Mary began to answer him, but the guests arrived, in pairs. Three couples in all, and each brought wine, even though their hosts had plenty waiting. A blonde woman named Greta was very huffy with Mr. Fox, refused to surrender her cheek for a greeting kiss but somehow made a joke of it. Her husband, a sleek blond man with a strong jaw, touched Mrs. Fox’s arm as he kissed her hello. The blond man’s accent had the slightest hint of the foreign to it, and everyone called him by his surname: Pizarsky. Even his wife called him that. Pizarsky. . Mary recognised the name. Her eyes widened.

Pizarsky looked at Mrs. Fox often throughout the evening, and each time he looked it was for a moment longer than was casual. His gaze was hesitant. Almost meek.

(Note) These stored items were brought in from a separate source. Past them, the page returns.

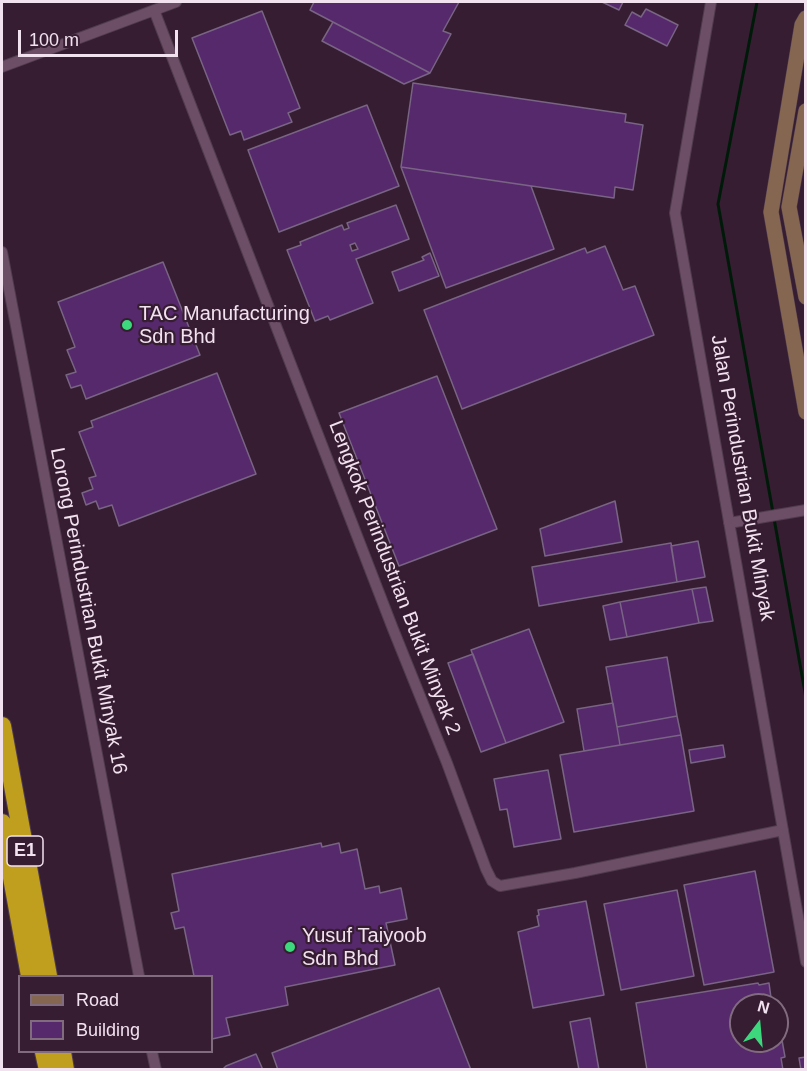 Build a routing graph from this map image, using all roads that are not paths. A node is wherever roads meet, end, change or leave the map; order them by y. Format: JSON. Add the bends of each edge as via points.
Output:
{"nodes":[{"id":1,"x":176,"y":2,"type":"edge"},
{"id":2,"x":711,"y":2,"type":"edge"},
{"id":3,"x":154,"y":10,"type":"junction"},
{"id":4,"x":806,"y":18,"type":"edge"},
{"id":5,"x":2,"y":67,"type":"edge"},
{"id":6,"x":806,"y":111,"type":"edge"},
{"id":7,"x":2,"y":252,"type":"edge"},
{"id":8,"x":806,"y":297,"type":"edge"},
{"id":9,"x":806,"y":412,"type":"edge"},
{"id":10,"x":806,"y":510,"type":"edge"},
{"id":11,"x":734,"y":522,"type":"junction"},
{"id":12,"x":2,"y":726,"type":"edge"},
{"id":13,"x":2,"y":823,"type":"edge"},
{"id":14,"x":783,"y":830,"type":"junction"},
{"id":15,"x":806,"y":962,"type":"edge"},
{"id":16,"x":30,"y":975,"type":"edge"},
{"id":17,"x":48,"y":975,"type":"edge"},
{"id":18,"x":139,"y":975,"type":"edge"},
{"id":19,"x":44,"y":1053,"type":"edge"},
{"id":20,"x":62,"y":1053,"type":"edge"},
{"id":21,"x":152,"y":1053,"type":"edge"},
{"id":22,"x":48,"y":1070,"type":"edge"},
{"id":23,"x":65,"y":1070,"type":"edge"},
{"id":24,"x":156,"y":1070,"type":"edge"}],
"edges":[{"from":1,"to":3,"type":"street"},
{"from":2,"to":11,"type":"street","name":"Jalan Perindustrian Bukit Minyak","via":[[675,213]]},
{"from":3,"to":5,"type":"street"},
{"from":3,"to":14,"type":"street","name":"Lengkok Perindustrian Bukit Minyak 2","via":[[492,881],[500,886]]},
{"from":4,"to":9,"type":"main road","via":[[771,212]]},
{"from":6,"to":8,"type":"main road","via":[[789,207]]},
{"from":7,"to":18,"type":"street","name":"Lorong Perindustrian Bukit Minyak 16"},
{"from":10,"to":11,"type":"street"},
{"from":11,"to":14,"type":"street","name":"Jalan Perindustrian Bukit Minyak"},
{"from":12,"to":17,"type":"highway","number":"E1"},
{"from":13,"to":16,"type":"highway","number":"E1"},
{"from":14,"to":15,"type":"street","name":"Jalan Perindustrian Bukit Minyak"},
{"from":19,"to":22,"type":"highway"},
{"from":20,"to":23,"type":"highway"},
{"from":21,"to":24,"type":"street"}]}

Nobody seemed to notice this but Mary, who saw it all from her place outside the window, her heels grinding into the flowerbed. Should Mr. Fox fear this Pizarsky, as a rival? The man was so quiet that it was impossible to tell. The other husbands vied endlessly for the most outrageous comment of the evening, planned a forthcoming fishing trip in great detail, and addressed Mrs. Fox with elaborate compliments on the food. Mrs. Fox, pale-faced, accepted their tributes without a single guilty blush. She displayed her wedding ring for five minutes or so, then kept her hand beneath the tabletop. She and the other women spoke of ascending and descending skirt hems, and how difficult it was to hit upon the right length. Their eyes danced with the satisfaction of secret society members talking in code. They interrupted one another. “Do you remember. .” they said. “Do you remember when. .”

After dinner, the six of them moved to the drawing room. Mr. Fox had a dab of sauce at the corner of his mouth — Mrs. Fox removed it with a swift, affectionate gesture and the corner of a very white napkin. Mr. Fox kissed Mrs. Fox’s hand. When the teasing started up he mildly remarked that he thought a man might kiss his wife in his own drawing room on a Sunday evening if he felt like it. The others laughed hysterically. They’d started out sipping genteelly from glasses, but as they got drunker the drinking grew more lavish, and was done straight from bottles. They played charades, very badly, and were unable to establish who had won.

To Mary it looked like a great deal of fun.